● What needs to be done
A word-for-word copy of the listing, free of images, is the expected answer.

● Data for this task
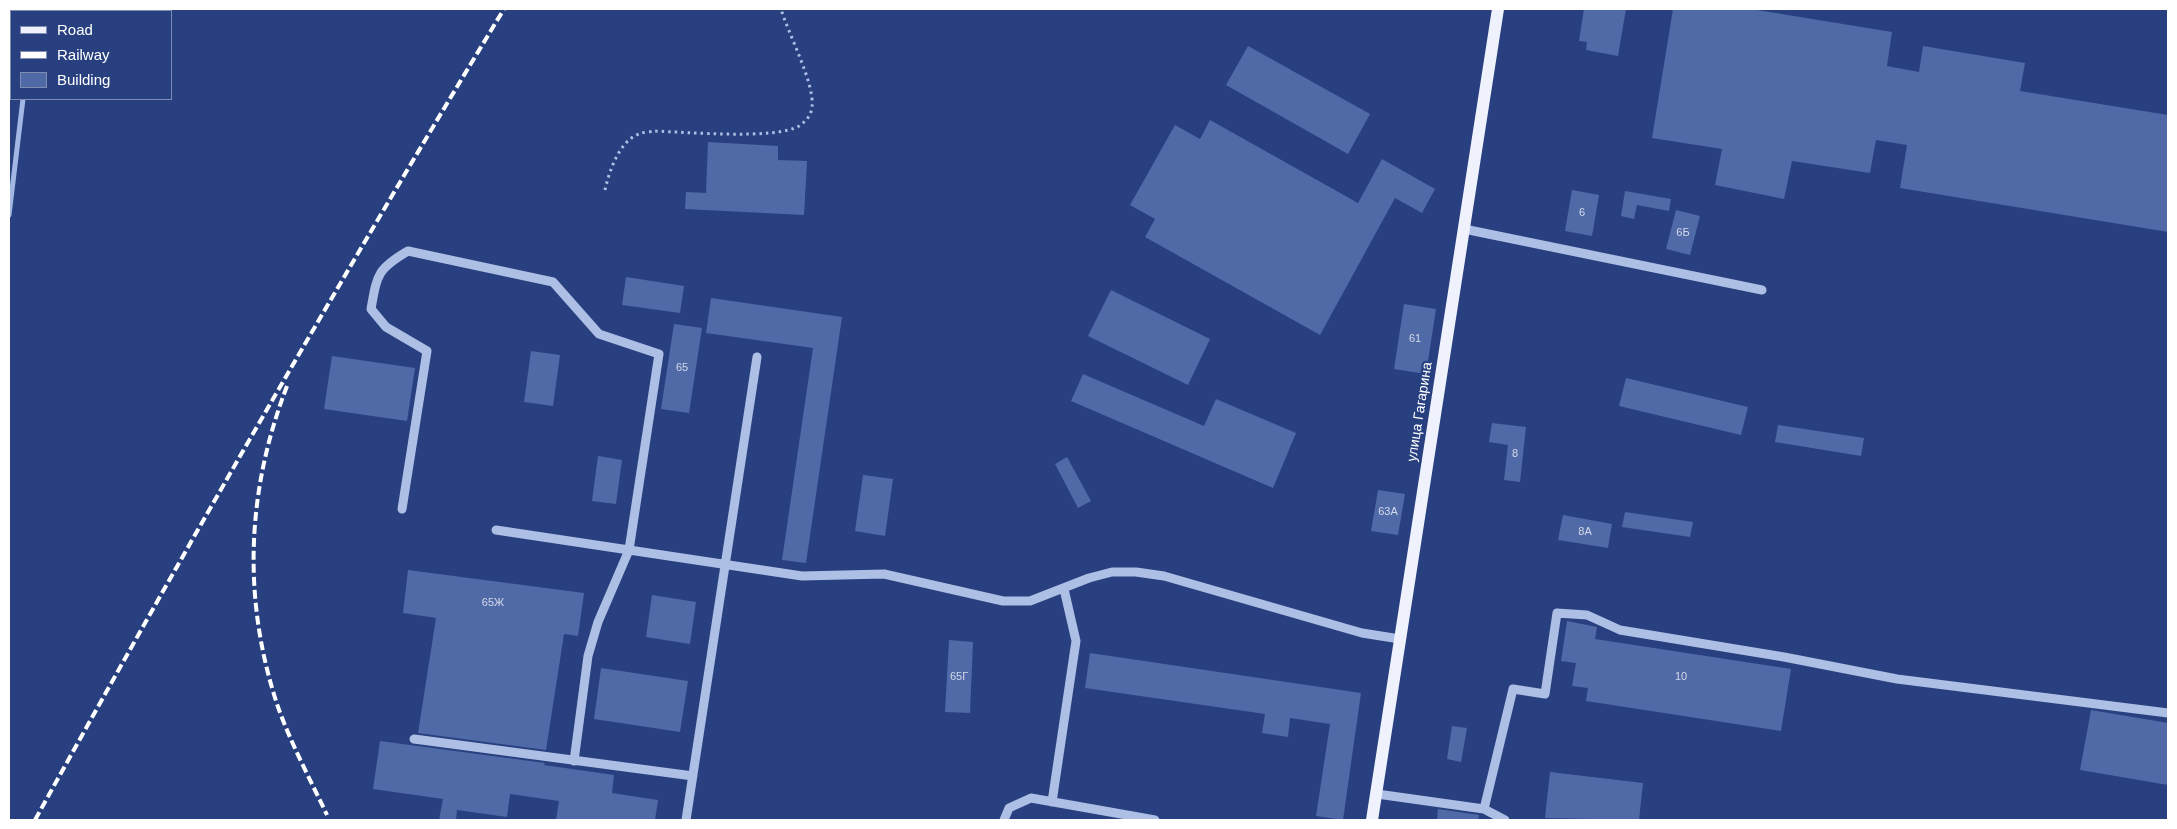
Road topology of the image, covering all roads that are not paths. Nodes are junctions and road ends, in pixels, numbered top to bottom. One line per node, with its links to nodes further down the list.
1 (1498, 9): 2 (main road, улица Гагарина)
2 (1464, 229): 3 (lane); 10 (main road, улица Гагарина)
3 (1762, 290)
4 (757, 357): 8 (lane)
5 (402, 509): 7 (lane)
6 (496, 530): 7 (lane)
7 (629, 550): 8 (lane); 13 (lane)
8 (726, 565): 9 (lane); 14 (lane)
9 (1064, 589): 10 (lane); 16 (lane)
10 (1400, 639): 15 (main road, улица Гагарина)
11 (2168, 713): 17 (lane)
12 (414, 739): 13 (lane)
13 (574, 761): 14 (lane)
14 (693, 776): 18 (lane)
15 (1376, 794): 17 (lane); 21 (main road, улица Гагарина)
16 (1052, 802): 19 (lane); 20 (lane)
17 (1484, 809): 22 (lane)
18 (686, 820)
19 (1004, 820)
20 (1155, 820)
21 (1372, 820)
22 (1505, 820)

● Answer to the problem
Road topology of the image, covering all roads that are not paths. Nodes are junctions and road ends, in pixels, numbered top to bottom. One line per node, with its links to nodes further down the list.
1 (1498, 9): 2 (main road, улица Гагарина)
2 (1464, 229): 3 (lane); 10 (main road, улица Гагарина)
3 (1762, 290)
4 (757, 357): 8 (lane)
5 (402, 509): 7 (lane)
6 (496, 530): 7 (lane)
7 (629, 550): 8 (lane); 13 (lane)
8 (726, 565): 9 (lane); 14 (lane)
9 (1064, 589): 10 (lane); 16 (lane)
10 (1400, 639): 15 (main road, улица Гагарина)
11 (2168, 713): 17 (lane)
12 (414, 739): 13 (lane)
13 (574, 761): 14 (lane)
14 (693, 776): 18 (lane)
15 (1376, 794): 17 (lane); 21 (main road, улица Гагарина)
16 (1052, 802): 19 (lane); 20 (lane)
17 (1484, 809): 22 (lane)
18 (686, 820)
19 (1004, 820)
20 (1155, 820)
21 (1372, 820)
22 (1505, 820)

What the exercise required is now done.